THE JUDGE, MOUTH OF HIERACONPOLIS, SIMONTU, WHO IS [IN YETN]EW?...;

(12) THE CITY-ADMINISTRATOR AMENY, WHO IS ...;

(13) THE HIGH STEWARD SENIMERI, [WHO IS IN] ....

=== Bryan Kraemer, Dr. Kate Liszka ===
Source:

(x+1) [... the serv]ant-[there...]

(x+2) [...] They came after [...in regnal year 3, month 4 of peret, day 7 or 8?]

(x+3) [at the time] of morning. [They said, “It is in order to do trade that we have come.” So they said...]

(x+4) A payment for it was given to them. [according to the rule on this day. All the matters of the royal

House, l.p.h.]

(x+6) are safe and sound. [All matters of the master, l.p.h.,] are safe and sound.
[it is good that the master, l.p.h., listens.]

(x+7) Assigned to ‘nh-n-niw.t Rens [?’s son? …’s son..] emhat in cross[ing? to…]

=== Bryan Kraemer, Dr. Kate Liszka ===
Source:

(x+8) Copy of a document sent to the Ꜣtw-[(n)-niw.t, Amen]y who is in the fortress opposing-[the-lunu
(Uronarti)]

(x+9) It is a communication to the master, l. [p.h., that] 4 Nehesy-women
arrived at [the fortress Khakaure-true-of]-voice-[is-mighty (Semna West)]

(x+10) in regnal year 3, month 4 of Peret, day [ 6 at the time of] morning. They
Said, “It is to do trade that we have come.” So they said.

(x+11) What they brought was traded. A payment for it [was given to them.]

They went south [to the place] that they came from

(x+12) [on] day 7 at the time of [evening], after bread and beer were [given to]
Them according [to the rule]. It is a communication about it.

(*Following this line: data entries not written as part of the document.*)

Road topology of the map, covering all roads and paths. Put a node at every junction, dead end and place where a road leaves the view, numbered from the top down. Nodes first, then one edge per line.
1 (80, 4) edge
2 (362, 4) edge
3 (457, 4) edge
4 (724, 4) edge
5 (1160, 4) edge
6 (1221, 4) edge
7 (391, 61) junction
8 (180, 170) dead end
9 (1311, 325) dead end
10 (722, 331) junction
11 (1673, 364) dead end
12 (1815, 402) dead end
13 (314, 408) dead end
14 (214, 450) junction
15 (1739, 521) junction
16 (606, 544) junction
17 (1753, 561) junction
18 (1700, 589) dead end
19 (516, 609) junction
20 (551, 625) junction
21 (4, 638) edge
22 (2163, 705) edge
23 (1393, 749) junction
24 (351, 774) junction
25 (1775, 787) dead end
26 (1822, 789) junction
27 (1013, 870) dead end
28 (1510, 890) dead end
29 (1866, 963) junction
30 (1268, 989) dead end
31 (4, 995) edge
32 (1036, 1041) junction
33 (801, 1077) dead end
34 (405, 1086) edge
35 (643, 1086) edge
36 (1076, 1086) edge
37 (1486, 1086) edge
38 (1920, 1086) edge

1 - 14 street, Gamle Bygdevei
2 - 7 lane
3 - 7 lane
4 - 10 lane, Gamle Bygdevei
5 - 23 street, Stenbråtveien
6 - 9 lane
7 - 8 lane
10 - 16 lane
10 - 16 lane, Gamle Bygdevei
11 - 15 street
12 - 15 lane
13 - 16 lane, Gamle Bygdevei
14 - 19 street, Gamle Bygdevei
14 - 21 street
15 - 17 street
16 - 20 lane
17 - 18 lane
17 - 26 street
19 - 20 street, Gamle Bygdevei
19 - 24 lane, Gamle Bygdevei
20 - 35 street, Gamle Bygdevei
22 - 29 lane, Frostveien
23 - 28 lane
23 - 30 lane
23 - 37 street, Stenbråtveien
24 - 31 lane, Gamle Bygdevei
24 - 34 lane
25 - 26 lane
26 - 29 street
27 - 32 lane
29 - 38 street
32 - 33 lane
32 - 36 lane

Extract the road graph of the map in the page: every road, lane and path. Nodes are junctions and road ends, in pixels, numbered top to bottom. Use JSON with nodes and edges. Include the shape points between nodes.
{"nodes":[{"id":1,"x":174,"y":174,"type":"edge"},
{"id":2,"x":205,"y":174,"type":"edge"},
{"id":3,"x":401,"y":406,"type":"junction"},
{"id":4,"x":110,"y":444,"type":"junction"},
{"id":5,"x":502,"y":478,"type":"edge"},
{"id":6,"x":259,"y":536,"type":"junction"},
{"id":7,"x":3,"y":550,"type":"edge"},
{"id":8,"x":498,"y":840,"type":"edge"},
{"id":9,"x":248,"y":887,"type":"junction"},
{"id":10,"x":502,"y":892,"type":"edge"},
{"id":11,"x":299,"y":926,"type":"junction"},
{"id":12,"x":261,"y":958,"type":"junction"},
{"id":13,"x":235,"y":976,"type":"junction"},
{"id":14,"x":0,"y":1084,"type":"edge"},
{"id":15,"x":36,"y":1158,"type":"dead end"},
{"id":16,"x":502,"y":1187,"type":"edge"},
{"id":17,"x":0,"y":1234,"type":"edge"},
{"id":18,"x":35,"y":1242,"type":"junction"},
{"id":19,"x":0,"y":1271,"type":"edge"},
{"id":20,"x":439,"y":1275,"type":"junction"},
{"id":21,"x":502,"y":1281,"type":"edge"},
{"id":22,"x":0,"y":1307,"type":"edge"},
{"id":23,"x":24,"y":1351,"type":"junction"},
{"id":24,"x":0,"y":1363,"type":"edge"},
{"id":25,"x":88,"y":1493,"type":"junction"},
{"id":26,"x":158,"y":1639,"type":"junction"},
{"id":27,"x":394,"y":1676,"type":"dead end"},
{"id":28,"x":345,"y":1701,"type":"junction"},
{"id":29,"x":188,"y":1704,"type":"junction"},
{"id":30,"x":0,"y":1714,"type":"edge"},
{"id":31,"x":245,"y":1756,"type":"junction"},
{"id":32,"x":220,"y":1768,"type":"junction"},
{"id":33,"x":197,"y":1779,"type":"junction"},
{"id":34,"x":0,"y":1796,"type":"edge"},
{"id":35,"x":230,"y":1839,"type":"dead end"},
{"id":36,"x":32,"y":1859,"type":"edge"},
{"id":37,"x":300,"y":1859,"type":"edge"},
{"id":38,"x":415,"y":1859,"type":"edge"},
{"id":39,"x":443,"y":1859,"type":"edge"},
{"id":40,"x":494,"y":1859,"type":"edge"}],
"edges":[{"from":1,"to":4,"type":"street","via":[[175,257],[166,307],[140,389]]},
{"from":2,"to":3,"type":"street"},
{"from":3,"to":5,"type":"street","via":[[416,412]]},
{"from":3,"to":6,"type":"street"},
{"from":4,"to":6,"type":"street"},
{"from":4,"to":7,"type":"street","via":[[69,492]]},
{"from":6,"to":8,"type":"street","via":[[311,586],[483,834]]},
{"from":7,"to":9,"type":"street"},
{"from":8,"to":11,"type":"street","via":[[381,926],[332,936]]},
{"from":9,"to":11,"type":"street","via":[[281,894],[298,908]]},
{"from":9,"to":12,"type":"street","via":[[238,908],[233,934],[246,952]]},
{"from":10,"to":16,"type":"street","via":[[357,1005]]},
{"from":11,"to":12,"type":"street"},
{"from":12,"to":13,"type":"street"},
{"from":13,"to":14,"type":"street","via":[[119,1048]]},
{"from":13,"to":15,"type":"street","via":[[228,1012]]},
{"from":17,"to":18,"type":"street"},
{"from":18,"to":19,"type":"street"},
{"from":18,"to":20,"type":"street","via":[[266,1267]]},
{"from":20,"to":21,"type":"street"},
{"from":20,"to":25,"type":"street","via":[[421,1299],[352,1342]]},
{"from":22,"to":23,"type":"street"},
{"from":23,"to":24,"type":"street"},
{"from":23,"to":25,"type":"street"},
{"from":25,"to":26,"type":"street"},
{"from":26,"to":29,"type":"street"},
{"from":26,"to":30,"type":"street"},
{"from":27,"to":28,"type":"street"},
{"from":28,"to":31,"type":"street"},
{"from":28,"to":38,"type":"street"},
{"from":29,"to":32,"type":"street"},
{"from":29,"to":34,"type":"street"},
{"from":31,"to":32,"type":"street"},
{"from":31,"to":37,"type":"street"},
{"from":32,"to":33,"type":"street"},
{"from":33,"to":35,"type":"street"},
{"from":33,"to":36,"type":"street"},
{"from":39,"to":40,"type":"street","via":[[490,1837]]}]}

(x+13) The servant-there had the High [steward] Senmeri who is in the fortress
Repelling-the-bows (Kumma) bring [it.]

=== Bryan Kraemer, Dr. Kate Liszka ===
Source:

(x+1) [Copy of...that...brought from...]

(x+2) by [fortress giving to fortress:]

(x+3) [it is a] communication [to your scribe, l.p.h., that...]

(x+4) that [...]

(x+5) of [...]

(x+6) for?? [...]

== Conservation ==
Given the poor state of preservation the Semna Despatches were in when they were discovered, it was inevitable that they would need to be preserved. Alan Gardiner funded the preservation with Hugo Ibscher doing the actual preservation work which was begun in 1903 and lasted until around 1939. Ibscher used several different methods for preserving the papyri which included attaching them to cellulose nitrate film, gelatin film, and cardboard then sandwiching them between glass. Unfortunately, the use of celluloid nitrate film can be very unstable and in the case of two of the papyri burning has been caused because of its use. Fortunately, only the two damaged papyri were found to contain celluloid nitrate film with the rest being gelatin film that is far more stable. The way the preserved papyri were mounted has caused damage however.
Because the papyri were mounted in-between two sheets of glass when the frame is moved the papyrus moves slightly causing damage. To stop further damage the British Museum started in 2006 to remove the frames and the gelatin film then remount the papyrus to fine tissue paper to ensure their continued preservation. This recent preservation could only be carried out on some of the papyri however as the adhesive used on the others, Celluloid nitrate adhesive, is very difficult to remove and because of the papyrus’ already fragile state the British museum decided to not try and remount those.